INSTRUCTIONS FOR THE TASK: Every record below is to be retyped exactly, with any pictures left out.

MATERIAL TO PROCESS:

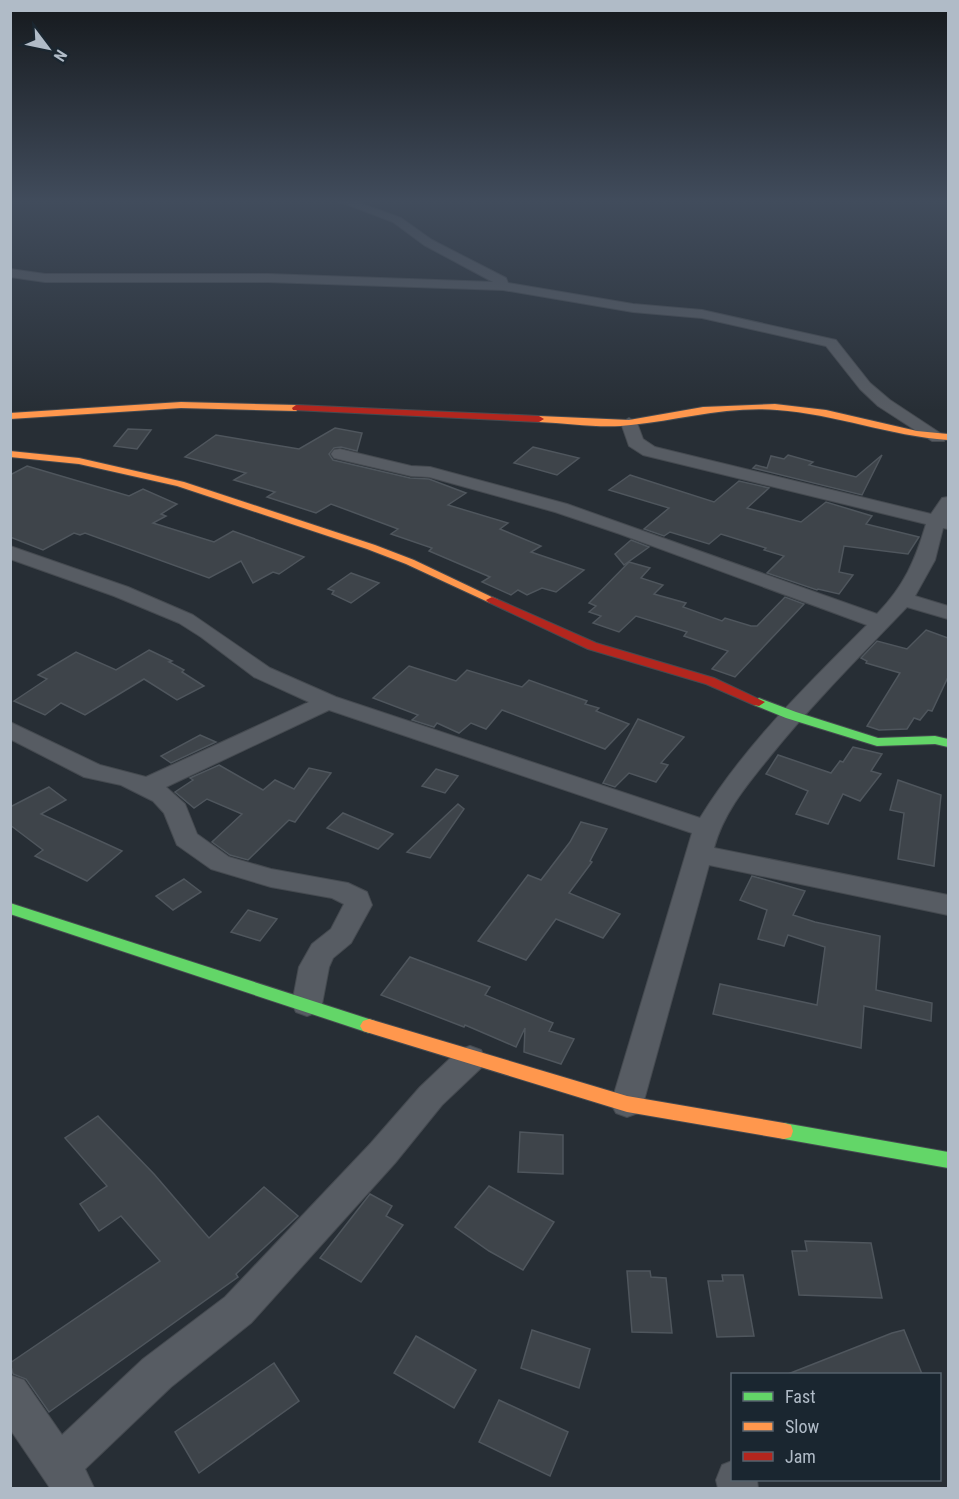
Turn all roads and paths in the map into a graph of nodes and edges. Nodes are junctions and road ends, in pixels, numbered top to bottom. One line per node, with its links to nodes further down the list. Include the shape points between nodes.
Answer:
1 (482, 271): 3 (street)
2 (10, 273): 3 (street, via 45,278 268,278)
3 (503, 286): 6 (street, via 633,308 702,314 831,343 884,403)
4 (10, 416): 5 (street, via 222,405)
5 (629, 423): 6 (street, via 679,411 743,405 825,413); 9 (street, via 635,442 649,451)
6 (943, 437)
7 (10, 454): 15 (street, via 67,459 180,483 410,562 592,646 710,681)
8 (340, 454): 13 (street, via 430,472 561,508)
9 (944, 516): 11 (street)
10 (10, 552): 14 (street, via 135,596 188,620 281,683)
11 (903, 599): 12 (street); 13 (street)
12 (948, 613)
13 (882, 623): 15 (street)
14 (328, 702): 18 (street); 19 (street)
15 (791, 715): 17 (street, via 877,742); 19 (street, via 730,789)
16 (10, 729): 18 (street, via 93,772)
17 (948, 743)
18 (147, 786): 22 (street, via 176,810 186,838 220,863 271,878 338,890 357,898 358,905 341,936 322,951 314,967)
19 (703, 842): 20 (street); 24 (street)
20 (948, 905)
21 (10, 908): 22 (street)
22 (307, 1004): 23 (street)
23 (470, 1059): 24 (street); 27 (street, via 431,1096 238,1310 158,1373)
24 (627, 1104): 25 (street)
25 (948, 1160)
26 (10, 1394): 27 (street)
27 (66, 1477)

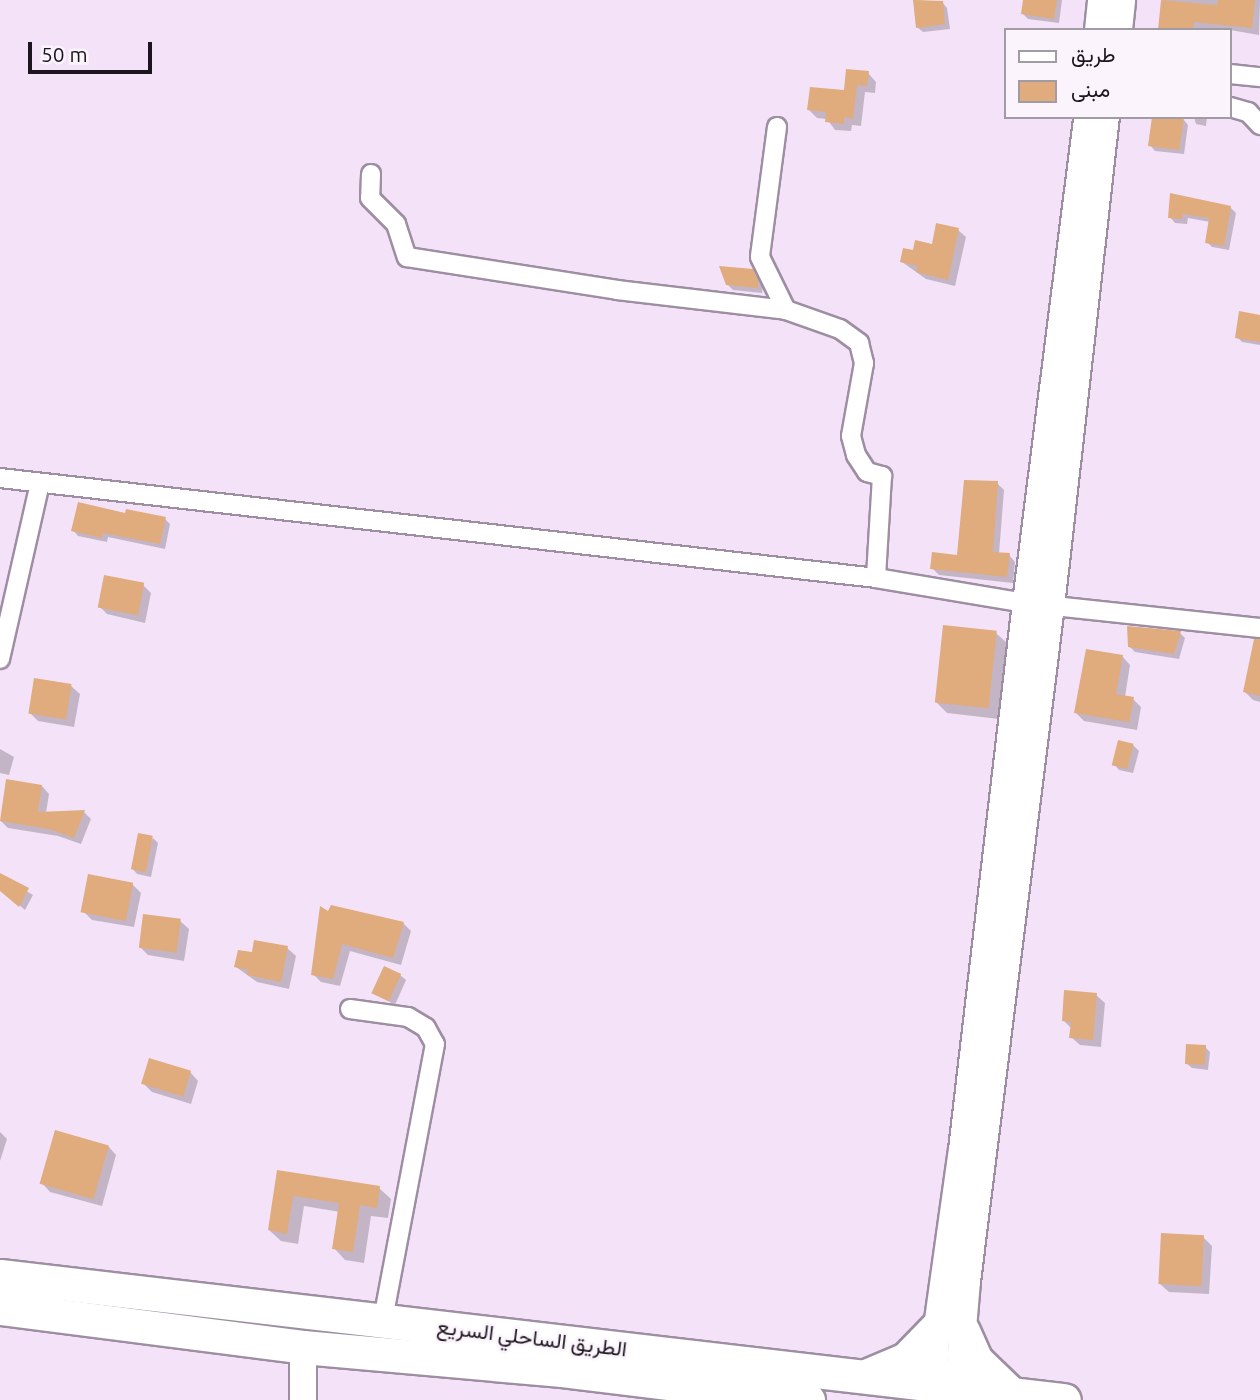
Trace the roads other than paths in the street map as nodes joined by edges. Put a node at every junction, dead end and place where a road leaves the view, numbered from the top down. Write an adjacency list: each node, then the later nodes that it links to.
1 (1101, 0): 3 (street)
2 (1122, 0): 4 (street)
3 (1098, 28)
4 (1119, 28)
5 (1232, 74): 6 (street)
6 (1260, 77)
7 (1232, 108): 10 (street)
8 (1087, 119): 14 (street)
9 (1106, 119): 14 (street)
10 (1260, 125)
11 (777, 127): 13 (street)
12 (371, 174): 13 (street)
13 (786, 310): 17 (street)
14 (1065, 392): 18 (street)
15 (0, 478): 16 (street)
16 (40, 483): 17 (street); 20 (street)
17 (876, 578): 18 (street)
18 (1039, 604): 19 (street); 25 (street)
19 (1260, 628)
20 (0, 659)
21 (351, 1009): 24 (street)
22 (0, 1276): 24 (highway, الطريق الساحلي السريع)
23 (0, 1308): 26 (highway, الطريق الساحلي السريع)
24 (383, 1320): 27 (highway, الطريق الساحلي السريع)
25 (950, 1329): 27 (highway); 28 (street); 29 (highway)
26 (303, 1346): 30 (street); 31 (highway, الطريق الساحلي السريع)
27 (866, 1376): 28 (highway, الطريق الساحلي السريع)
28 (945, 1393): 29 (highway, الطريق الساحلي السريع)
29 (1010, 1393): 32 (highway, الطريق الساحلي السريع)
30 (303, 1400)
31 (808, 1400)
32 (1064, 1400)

FINISHED TASK:
Turn all roads and paths in the map into a graph of nodes and edges. Nodes are junctions and road ends, in pixels, numbered top to bottom. One line per node, with its links to nodes further down the list. Include the shape points between nodes.
Answer:
1 (482, 271): 3 (street)
2 (10, 273): 3 (street, via 45,278 268,278)
3 (503, 286): 6 (street, via 633,308 702,314 831,343 884,403)
4 (10, 416): 5 (street, via 222,405)
5 (629, 423): 6 (street, via 679,411 743,405 825,413); 9 (street, via 635,442 649,451)
6 (943, 437)
7 (10, 454): 15 (street, via 67,459 180,483 410,562 592,646 710,681)
8 (340, 454): 13 (street, via 430,472 561,508)
9 (944, 516): 11 (street)
10 (10, 552): 14 (street, via 135,596 188,620 281,683)
11 (903, 599): 12 (street); 13 (street)
12 (948, 613)
13 (882, 623): 15 (street)
14 (328, 702): 18 (street); 19 (street)
15 (791, 715): 17 (street, via 877,742); 19 (street, via 730,789)
16 (10, 729): 18 (street, via 93,772)
17 (948, 743)
18 (147, 786): 22 (street, via 176,810 186,838 220,863 271,878 338,890 357,898 358,905 341,936 322,951 314,967)
19 (703, 842): 20 (street); 24 (street)
20 (948, 905)
21 (10, 908): 22 (street)
22 (307, 1004): 23 (street)
23 (470, 1059): 24 (street); 27 (street, via 431,1096 238,1310 158,1373)
24 (627, 1104): 25 (street)
25 (948, 1160)
26 (10, 1394): 27 (street)
27 (66, 1477)

Trace the roads other than paths in the street map as nodes joined by edges. Put a node at every junction, dead end and place where a road leaves the view, numbered from the top down. Write an adjacency list: each node, then the later nodes that it links to.
1 (1101, 0): 3 (street)
2 (1122, 0): 4 (street)
3 (1098, 28)
4 (1119, 28)
5 (1232, 74): 6 (street)
6 (1260, 77)
7 (1232, 108): 10 (street)
8 (1087, 119): 14 (street)
9 (1106, 119): 14 (street)
10 (1260, 125)
11 (777, 127): 13 (street)
12 (371, 174): 13 (street)
13 (786, 310): 17 (street)
14 (1065, 392): 18 (street)
15 (0, 478): 16 (street)
16 (40, 483): 17 (street); 20 (street)
17 (876, 578): 18 (street)
18 (1039, 604): 19 (street); 25 (street)
19 (1260, 628)
20 (0, 659)
21 (351, 1009): 24 (street)
22 (0, 1276): 24 (highway, الطريق الساحلي السريع)
23 (0, 1308): 26 (highway, الطريق الساحلي السريع)
24 (383, 1320): 27 (highway, الطريق الساحلي السريع)
25 (950, 1329): 27 (highway); 28 (street); 29 (highway)
26 (303, 1346): 30 (street); 31 (highway, الطريق الساحلي السريع)
27 (866, 1376): 28 (highway, الطريق الساحلي السريع)
28 (945, 1393): 29 (highway, الطريق الساحلي السريع)
29 (1010, 1393): 32 (highway, الطريق الساحلي السريع)
30 (303, 1400)
31 (808, 1400)
32 (1064, 1400)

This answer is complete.